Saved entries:
=====

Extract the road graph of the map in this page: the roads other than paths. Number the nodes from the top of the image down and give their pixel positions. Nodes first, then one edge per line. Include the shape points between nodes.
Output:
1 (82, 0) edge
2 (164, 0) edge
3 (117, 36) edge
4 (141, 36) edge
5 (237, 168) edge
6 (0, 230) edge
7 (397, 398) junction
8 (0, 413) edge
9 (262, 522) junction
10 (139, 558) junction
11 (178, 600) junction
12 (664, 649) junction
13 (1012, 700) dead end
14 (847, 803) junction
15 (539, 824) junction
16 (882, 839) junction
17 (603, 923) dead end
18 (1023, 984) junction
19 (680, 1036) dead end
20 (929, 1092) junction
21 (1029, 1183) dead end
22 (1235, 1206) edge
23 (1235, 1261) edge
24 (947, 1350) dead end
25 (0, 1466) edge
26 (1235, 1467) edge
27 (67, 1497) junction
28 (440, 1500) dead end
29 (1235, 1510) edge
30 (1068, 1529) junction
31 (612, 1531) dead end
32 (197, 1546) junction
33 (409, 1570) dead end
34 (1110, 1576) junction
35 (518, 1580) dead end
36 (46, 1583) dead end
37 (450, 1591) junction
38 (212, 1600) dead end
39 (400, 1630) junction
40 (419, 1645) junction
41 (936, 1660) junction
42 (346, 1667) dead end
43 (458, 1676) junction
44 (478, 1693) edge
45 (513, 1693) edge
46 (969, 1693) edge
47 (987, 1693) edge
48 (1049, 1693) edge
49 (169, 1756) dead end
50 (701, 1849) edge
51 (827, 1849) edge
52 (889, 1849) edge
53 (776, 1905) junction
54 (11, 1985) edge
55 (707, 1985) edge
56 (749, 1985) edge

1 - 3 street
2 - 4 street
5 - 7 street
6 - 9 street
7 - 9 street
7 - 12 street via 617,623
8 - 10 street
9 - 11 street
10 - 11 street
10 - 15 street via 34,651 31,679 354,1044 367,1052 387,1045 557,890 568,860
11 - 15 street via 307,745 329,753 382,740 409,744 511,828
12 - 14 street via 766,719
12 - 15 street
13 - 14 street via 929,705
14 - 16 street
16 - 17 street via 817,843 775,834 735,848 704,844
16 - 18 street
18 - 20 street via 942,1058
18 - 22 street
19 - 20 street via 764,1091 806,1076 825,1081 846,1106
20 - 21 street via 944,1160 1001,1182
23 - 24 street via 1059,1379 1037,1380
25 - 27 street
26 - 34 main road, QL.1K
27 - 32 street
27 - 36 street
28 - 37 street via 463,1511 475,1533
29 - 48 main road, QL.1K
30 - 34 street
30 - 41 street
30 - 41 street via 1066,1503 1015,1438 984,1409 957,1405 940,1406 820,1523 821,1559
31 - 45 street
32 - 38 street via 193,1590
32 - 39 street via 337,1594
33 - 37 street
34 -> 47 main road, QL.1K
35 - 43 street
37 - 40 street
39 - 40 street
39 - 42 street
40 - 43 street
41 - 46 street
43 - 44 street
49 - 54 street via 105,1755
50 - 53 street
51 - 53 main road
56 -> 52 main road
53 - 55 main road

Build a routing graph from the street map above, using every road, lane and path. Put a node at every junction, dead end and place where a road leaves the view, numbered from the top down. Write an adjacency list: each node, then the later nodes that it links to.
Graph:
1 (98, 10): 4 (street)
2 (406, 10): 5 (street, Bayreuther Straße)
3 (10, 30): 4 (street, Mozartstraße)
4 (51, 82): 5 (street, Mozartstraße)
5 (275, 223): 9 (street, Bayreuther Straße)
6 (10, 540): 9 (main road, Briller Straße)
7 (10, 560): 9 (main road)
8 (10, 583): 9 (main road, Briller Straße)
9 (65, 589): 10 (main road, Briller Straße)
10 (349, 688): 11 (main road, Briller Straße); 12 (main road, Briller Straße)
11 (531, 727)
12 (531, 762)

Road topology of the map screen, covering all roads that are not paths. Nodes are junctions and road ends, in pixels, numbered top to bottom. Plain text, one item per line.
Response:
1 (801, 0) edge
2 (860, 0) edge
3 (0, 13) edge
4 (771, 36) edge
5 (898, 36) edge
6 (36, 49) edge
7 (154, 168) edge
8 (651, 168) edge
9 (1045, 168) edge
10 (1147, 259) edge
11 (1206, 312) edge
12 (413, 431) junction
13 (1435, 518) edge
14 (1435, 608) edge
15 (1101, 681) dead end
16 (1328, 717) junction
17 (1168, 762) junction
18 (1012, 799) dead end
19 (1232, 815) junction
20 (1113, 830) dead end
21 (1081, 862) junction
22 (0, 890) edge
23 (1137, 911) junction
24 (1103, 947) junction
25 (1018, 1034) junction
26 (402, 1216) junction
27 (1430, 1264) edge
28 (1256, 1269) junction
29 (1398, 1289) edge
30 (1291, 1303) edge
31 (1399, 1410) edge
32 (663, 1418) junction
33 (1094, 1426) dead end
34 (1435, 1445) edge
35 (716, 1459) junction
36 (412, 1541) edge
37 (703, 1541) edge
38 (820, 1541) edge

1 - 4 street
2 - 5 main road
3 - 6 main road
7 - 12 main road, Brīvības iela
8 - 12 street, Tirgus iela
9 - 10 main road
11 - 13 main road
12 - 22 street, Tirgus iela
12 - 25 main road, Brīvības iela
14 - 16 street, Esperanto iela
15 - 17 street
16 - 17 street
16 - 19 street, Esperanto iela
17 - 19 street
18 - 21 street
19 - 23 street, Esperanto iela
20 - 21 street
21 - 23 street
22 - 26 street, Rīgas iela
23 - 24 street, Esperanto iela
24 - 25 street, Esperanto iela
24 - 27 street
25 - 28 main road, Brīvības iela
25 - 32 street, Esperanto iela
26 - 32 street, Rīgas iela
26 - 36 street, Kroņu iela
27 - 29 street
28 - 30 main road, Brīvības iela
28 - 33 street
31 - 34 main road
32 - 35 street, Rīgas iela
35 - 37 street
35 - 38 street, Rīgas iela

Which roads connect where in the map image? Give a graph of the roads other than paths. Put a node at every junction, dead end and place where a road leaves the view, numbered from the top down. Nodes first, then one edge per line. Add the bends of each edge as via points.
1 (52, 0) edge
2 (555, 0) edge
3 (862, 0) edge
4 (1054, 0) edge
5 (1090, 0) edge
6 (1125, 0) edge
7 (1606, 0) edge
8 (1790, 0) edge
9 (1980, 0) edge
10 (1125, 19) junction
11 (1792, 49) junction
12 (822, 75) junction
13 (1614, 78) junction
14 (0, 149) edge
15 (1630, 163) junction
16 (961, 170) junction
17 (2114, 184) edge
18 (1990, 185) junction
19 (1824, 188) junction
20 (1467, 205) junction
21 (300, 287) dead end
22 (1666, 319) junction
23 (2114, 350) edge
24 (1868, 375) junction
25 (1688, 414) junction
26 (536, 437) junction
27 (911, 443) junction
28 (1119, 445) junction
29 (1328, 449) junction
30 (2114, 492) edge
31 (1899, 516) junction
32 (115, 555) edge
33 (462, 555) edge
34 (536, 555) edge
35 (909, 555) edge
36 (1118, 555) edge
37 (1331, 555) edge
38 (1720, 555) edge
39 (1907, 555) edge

=====

### Goal of the exercise
After reading the data above, print it all again exactly.

### Answer space
Extract the road graph of the map in this page: the roads other than paths. Number the nodes from the top of the image down and give their pixel positions. Nodes first, then one edge per line. Include the shape points between nodes.
Output:
1 (82, 0) edge
2 (164, 0) edge
3 (117, 36) edge
4 (141, 36) edge
5 (237, 168) edge
6 (0, 230) edge
7 (397, 398) junction
8 (0, 413) edge
9 (262, 522) junction
10 (139, 558) junction
11 (178, 600) junction
12 (664, 649) junction
13 (1012, 700) dead end
14 (847, 803) junction
15 (539, 824) junction
16 (882, 839) junction
17 (603, 923) dead end
18 (1023, 984) junction
19 (680, 1036) dead end
20 (929, 1092) junction
21 (1029, 1183) dead end
22 (1235, 1206) edge
23 (1235, 1261) edge
24 (947, 1350) dead end
25 (0, 1466) edge
26 (1235, 1467) edge
27 (67, 1497) junction
28 (440, 1500) dead end
29 (1235, 1510) edge
30 (1068, 1529) junction
31 (612, 1531) dead end
32 (197, 1546) junction
33 (409, 1570) dead end
34 (1110, 1576) junction
35 (518, 1580) dead end
36 (46, 1583) dead end
37 (450, 1591) junction
38 (212, 1600) dead end
39 (400, 1630) junction
40 (419, 1645) junction
41 (936, 1660) junction
42 (346, 1667) dead end
43 (458, 1676) junction
44 (478, 1693) edge
45 (513, 1693) edge
46 (969, 1693) edge
47 (987, 1693) edge
48 (1049, 1693) edge
49 (169, 1756) dead end
50 (701, 1849) edge
51 (827, 1849) edge
52 (889, 1849) edge
53 (776, 1905) junction
54 (11, 1985) edge
55 (707, 1985) edge
56 (749, 1985) edge

1 - 3 street
2 - 4 street
5 - 7 street
6 - 9 street
7 - 9 street
7 - 12 street via 617,623
8 - 10 street
9 - 11 street
10 - 11 street
10 - 15 street via 34,651 31,679 354,1044 367,1052 387,1045 557,890 568,860
11 - 15 street via 307,745 329,753 382,740 409,744 511,828
12 - 14 street via 766,719
12 - 15 street
13 - 14 street via 929,705
14 - 16 street
16 - 17 street via 817,843 775,834 735,848 704,844
16 - 18 street
18 - 20 street via 942,1058
18 - 22 street
19 - 20 street via 764,1091 806,1076 825,1081 846,1106
20 - 21 street via 944,1160 1001,1182
23 - 24 street via 1059,1379 1037,1380
25 - 27 street
26 - 34 main road, QL.1K
27 - 32 street
27 - 36 street
28 - 37 street via 463,1511 475,1533
29 - 48 main road, QL.1K
30 - 34 street
30 - 41 street
30 - 41 street via 1066,1503 1015,1438 984,1409 957,1405 940,1406 820,1523 821,1559
31 - 45 street
32 - 38 street via 193,1590
32 - 39 street via 337,1594
33 - 37 street
34 -> 47 main road, QL.1K
35 - 43 street
37 - 40 street
39 - 40 street
39 - 42 street
40 - 43 street
41 - 46 street
43 - 44 street
49 - 54 street via 105,1755
50 - 53 street
51 - 53 main road
56 -> 52 main road
53 - 55 main road

Build a routing graph from the street map above, using every road, lane and path. Put a node at every junction, dead end and place where a road leaves the view, numbered from the top down. Write an adjacency list: each node, then the later nodes that it links to.
Graph:
1 (98, 10): 4 (street)
2 (406, 10): 5 (street, Bayreuther Straße)
3 (10, 30): 4 (street, Mozartstraße)
4 (51, 82): 5 (street, Mozartstraße)
5 (275, 223): 9 (street, Bayreuther Straße)
6 (10, 540): 9 (main road, Briller Straße)
7 (10, 560): 9 (main road)
8 (10, 583): 9 (main road, Briller Straße)
9 (65, 589): 10 (main road, Briller Straße)
10 (349, 688): 11 (main road, Briller Straße); 12 (main road, Briller Straße)
11 (531, 727)
12 (531, 762)

Road topology of the map screen, covering all roads that are not paths. Nodes are junctions and road ends, in pixels, numbered top to bottom. Plain text, one item per line.
Response:
1 (801, 0) edge
2 (860, 0) edge
3 (0, 13) edge
4 (771, 36) edge
5 (898, 36) edge
6 (36, 49) edge
7 (154, 168) edge
8 (651, 168) edge
9 (1045, 168) edge
10 (1147, 259) edge
11 (1206, 312) edge
12 (413, 431) junction
13 (1435, 518) edge
14 (1435, 608) edge
15 (1101, 681) dead end
16 (1328, 717) junction
17 (1168, 762) junction
18 (1012, 799) dead end
19 (1232, 815) junction
20 (1113, 830) dead end
21 (1081, 862) junction
22 (0, 890) edge
23 (1137, 911) junction
24 (1103, 947) junction
25 (1018, 1034) junction
26 (402, 1216) junction
27 (1430, 1264) edge
28 (1256, 1269) junction
29 (1398, 1289) edge
30 (1291, 1303) edge
31 (1399, 1410) edge
32 (663, 1418) junction
33 (1094, 1426) dead end
34 (1435, 1445) edge
35 (716, 1459) junction
36 (412, 1541) edge
37 (703, 1541) edge
38 (820, 1541) edge

1 - 4 street
2 - 5 main road
3 - 6 main road
7 - 12 main road, Brīvības iela
8 - 12 street, Tirgus iela
9 - 10 main road
11 - 13 main road
12 - 22 street, Tirgus iela
12 - 25 main road, Brīvības iela
14 - 16 street, Esperanto iela
15 - 17 street
16 - 17 street
16 - 19 street, Esperanto iela
17 - 19 street
18 - 21 street
19 - 23 street, Esperanto iela
20 - 21 street
21 - 23 street
22 - 26 street, Rīgas iela
23 - 24 street, Esperanto iela
24 - 25 street, Esperanto iela
24 - 27 street
25 - 28 main road, Brīvības iela
25 - 32 street, Esperanto iela
26 - 32 street, Rīgas iela
26 - 36 street, Kroņu iela
27 - 29 street
28 - 30 main road, Brīvības iela
28 - 33 street
31 - 34 main road
32 - 35 street, Rīgas iela
35 - 37 street
35 - 38 street, Rīgas iela

Which roads connect where in the map image? Give a graph of the roads other than paths. Put a node at every junction, dead end and place where a road leaves the view, numbered from the top down. Nodes first, then one edge per line. Add the bends of each edge as via points.
1 (52, 0) edge
2 (555, 0) edge
3 (862, 0) edge
4 (1054, 0) edge
5 (1090, 0) edge
6 (1125, 0) edge
7 (1606, 0) edge
8 (1790, 0) edge
9 (1980, 0) edge
10 (1125, 19) junction
11 (1792, 49) junction
12 (822, 75) junction
13 (1614, 78) junction
14 (0, 149) edge
15 (1630, 163) junction
16 (961, 170) junction
17 (2114, 184) edge
18 (1990, 185) junction
19 (1824, 188) junction
20 (1467, 205) junction
21 (300, 287) dead end
22 (1666, 319) junction
23 (2114, 350) edge
24 (1868, 375) junction
25 (1688, 414) junction
26 (536, 437) junction
27 (911, 443) junction
28 (1119, 445) junction
29 (1328, 449) junction
30 (2114, 492) edge
31 (1899, 516) junction
32 (115, 555) edge
33 (462, 555) edge
34 (536, 555) edge
35 (909, 555) edge
36 (1118, 555) edge
37 (1331, 555) edge
38 (1720, 555) edge
39 (1907, 555) edge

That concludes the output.